INPUT FOR THIS TASK Start Marker

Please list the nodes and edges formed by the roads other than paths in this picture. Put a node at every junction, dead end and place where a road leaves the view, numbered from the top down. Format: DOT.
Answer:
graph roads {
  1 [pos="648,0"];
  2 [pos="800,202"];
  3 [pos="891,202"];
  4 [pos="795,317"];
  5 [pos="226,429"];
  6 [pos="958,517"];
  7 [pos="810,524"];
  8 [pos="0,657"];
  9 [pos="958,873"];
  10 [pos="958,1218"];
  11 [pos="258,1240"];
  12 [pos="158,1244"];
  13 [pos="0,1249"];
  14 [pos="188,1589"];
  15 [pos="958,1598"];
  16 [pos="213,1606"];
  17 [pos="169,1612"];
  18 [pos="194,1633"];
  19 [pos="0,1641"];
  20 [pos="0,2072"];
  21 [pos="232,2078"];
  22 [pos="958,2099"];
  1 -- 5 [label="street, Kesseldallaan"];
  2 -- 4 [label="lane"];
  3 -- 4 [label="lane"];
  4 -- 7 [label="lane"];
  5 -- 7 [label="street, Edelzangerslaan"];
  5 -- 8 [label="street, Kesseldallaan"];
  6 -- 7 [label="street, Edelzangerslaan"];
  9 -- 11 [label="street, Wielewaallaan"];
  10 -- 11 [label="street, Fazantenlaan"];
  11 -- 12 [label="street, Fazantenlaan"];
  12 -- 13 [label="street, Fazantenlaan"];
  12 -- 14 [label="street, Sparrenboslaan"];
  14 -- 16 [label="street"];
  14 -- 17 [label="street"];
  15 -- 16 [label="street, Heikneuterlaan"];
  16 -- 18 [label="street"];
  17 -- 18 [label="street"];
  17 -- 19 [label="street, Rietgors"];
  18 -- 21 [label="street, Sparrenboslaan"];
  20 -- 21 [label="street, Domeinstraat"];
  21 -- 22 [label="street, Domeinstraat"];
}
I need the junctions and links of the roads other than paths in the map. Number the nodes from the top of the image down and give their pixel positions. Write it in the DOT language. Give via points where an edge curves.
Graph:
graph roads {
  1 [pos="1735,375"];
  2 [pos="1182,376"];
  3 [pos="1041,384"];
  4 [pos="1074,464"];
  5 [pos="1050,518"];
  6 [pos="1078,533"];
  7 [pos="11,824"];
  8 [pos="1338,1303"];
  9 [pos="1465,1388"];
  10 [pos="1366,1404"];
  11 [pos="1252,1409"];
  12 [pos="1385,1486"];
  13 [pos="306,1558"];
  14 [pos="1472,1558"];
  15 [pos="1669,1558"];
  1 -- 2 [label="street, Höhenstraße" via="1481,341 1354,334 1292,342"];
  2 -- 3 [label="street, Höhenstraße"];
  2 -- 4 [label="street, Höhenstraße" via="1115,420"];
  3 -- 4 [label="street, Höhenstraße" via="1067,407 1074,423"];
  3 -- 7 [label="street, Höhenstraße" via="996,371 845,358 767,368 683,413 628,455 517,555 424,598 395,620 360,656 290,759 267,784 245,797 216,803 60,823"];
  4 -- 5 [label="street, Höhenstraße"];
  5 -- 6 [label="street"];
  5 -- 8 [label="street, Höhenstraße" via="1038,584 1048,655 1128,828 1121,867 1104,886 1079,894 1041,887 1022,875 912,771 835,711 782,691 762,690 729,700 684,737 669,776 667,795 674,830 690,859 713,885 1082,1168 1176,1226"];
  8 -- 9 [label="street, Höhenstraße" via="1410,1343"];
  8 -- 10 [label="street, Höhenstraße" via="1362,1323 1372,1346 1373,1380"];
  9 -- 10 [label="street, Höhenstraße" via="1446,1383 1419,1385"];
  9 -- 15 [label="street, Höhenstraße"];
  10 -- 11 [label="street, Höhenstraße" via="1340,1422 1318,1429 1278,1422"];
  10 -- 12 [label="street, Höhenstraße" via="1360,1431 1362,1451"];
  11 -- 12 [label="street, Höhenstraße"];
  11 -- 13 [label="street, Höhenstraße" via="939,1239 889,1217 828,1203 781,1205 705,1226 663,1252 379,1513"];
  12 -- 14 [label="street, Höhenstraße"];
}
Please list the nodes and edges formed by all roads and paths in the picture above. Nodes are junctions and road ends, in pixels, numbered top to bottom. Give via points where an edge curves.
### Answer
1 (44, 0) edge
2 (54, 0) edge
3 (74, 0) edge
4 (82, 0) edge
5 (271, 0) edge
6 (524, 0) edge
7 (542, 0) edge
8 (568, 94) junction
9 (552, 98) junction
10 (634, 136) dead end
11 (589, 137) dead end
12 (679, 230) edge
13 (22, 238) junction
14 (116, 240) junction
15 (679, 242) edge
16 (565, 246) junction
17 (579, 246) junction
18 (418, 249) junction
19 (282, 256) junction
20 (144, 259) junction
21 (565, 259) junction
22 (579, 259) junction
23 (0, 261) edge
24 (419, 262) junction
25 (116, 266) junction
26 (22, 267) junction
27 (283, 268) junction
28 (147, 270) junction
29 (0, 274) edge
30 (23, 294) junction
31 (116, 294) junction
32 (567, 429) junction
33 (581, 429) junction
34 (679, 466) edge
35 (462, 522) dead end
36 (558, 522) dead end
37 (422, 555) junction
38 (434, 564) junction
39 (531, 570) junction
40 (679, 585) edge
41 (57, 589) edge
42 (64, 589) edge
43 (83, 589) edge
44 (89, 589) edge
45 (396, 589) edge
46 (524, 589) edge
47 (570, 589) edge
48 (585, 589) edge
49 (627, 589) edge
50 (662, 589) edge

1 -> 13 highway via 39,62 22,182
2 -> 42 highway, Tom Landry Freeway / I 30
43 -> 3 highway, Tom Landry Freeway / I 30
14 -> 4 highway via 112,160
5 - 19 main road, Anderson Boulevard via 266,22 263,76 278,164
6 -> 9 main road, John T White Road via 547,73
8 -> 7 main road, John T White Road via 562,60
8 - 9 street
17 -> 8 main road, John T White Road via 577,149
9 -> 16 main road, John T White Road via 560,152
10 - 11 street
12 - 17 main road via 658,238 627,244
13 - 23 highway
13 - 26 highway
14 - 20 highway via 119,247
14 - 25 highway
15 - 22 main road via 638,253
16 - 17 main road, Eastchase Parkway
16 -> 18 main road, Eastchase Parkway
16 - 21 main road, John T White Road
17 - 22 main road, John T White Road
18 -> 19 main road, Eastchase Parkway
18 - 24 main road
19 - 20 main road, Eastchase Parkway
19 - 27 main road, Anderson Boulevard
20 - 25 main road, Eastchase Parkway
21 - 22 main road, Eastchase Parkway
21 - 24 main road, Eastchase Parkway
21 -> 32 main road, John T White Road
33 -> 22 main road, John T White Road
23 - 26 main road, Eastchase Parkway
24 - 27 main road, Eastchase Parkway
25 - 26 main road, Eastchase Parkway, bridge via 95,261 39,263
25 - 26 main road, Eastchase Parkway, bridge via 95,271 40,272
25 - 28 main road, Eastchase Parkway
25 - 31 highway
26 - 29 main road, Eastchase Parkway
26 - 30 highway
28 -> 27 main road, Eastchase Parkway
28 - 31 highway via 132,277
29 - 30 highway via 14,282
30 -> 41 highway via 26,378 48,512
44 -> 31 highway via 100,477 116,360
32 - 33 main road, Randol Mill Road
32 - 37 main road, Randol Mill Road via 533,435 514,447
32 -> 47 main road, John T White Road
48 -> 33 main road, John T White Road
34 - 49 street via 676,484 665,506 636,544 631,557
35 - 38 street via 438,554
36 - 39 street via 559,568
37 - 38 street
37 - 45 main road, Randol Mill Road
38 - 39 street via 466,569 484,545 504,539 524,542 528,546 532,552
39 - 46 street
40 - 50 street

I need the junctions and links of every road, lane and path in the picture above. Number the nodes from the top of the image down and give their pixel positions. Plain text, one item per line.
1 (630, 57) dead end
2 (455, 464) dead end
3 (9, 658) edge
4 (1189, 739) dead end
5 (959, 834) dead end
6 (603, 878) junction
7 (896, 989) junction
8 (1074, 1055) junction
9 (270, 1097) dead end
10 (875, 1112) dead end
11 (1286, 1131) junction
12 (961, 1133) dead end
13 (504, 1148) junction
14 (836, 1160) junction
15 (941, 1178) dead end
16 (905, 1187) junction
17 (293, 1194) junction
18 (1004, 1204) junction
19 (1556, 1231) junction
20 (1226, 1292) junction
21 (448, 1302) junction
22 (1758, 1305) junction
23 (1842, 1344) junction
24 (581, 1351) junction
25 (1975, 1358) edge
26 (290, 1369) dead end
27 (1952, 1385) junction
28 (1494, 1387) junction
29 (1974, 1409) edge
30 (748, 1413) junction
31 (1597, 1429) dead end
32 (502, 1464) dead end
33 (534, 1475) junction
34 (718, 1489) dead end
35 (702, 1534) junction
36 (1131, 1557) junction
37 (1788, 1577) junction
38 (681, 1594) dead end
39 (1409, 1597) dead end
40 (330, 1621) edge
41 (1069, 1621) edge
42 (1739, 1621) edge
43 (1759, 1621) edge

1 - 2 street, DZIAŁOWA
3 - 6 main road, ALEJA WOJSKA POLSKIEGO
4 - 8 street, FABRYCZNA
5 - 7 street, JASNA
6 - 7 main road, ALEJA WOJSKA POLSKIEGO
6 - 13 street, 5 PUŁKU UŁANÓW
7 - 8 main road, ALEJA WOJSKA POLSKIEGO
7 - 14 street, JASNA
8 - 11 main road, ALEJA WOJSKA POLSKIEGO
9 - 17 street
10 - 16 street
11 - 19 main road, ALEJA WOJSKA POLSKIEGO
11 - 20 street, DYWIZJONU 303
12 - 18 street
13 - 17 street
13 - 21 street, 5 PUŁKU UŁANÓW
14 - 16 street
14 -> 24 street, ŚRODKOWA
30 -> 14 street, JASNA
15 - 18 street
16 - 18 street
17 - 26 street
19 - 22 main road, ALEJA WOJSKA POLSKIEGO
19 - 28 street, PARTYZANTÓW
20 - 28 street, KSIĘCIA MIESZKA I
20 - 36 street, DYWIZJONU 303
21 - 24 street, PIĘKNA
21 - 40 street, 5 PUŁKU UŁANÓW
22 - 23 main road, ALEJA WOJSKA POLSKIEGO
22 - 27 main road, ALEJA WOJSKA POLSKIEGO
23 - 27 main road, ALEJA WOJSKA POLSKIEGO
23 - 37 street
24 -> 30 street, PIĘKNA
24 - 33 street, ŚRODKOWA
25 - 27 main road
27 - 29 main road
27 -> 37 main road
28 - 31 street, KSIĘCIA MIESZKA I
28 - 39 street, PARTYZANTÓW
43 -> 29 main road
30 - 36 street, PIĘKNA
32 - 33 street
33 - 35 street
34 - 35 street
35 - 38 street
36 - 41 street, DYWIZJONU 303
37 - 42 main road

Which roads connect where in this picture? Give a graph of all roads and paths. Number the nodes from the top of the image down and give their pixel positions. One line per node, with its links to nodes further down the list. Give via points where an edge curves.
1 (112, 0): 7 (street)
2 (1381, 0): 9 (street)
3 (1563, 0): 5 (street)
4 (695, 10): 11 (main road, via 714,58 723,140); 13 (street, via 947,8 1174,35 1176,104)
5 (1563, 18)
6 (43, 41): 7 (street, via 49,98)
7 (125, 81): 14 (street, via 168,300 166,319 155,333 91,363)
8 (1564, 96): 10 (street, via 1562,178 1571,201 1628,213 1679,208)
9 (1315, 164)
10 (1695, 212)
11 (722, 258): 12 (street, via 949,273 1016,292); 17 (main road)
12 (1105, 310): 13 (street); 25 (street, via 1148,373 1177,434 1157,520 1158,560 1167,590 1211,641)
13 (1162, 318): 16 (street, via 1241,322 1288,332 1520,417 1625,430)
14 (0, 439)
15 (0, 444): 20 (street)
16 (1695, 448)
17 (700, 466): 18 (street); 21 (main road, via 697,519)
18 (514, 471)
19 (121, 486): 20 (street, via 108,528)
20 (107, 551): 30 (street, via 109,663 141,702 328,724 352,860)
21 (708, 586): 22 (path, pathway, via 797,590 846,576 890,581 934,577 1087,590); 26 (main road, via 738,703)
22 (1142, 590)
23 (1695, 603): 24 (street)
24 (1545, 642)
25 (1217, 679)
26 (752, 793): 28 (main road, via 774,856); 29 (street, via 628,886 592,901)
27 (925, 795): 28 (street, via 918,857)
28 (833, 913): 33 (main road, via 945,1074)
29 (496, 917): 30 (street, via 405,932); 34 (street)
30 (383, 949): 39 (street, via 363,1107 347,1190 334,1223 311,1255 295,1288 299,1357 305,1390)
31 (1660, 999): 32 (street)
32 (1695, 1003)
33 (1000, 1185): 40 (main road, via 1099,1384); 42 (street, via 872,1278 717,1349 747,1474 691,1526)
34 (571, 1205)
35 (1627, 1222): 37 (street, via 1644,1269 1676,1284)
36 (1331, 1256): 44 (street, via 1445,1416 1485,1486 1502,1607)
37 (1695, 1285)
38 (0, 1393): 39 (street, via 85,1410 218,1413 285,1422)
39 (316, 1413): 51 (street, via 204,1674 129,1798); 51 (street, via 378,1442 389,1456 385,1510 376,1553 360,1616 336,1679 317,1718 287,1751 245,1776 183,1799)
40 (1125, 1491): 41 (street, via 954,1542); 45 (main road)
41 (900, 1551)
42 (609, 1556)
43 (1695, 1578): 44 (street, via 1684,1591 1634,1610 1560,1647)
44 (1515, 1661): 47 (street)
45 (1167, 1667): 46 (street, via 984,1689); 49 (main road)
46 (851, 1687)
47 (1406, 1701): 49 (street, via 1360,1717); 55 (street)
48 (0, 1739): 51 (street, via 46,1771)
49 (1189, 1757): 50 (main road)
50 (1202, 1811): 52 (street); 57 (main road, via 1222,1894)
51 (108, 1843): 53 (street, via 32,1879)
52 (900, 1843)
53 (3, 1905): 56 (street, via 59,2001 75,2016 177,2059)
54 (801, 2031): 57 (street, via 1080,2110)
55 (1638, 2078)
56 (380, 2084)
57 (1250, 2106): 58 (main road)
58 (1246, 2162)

INPUT FOR THIS TASK End Marker

### [ASSIGNED TASK]
Across the records above, show each line containing the word "Mill".

### [EXPECTED ANSWER]
32 - 33 main road, Randol Mill Road
32 - 37 main road, Randol Mill Road via 533,435 514,447
37 - 45 main road, Randol Mill Road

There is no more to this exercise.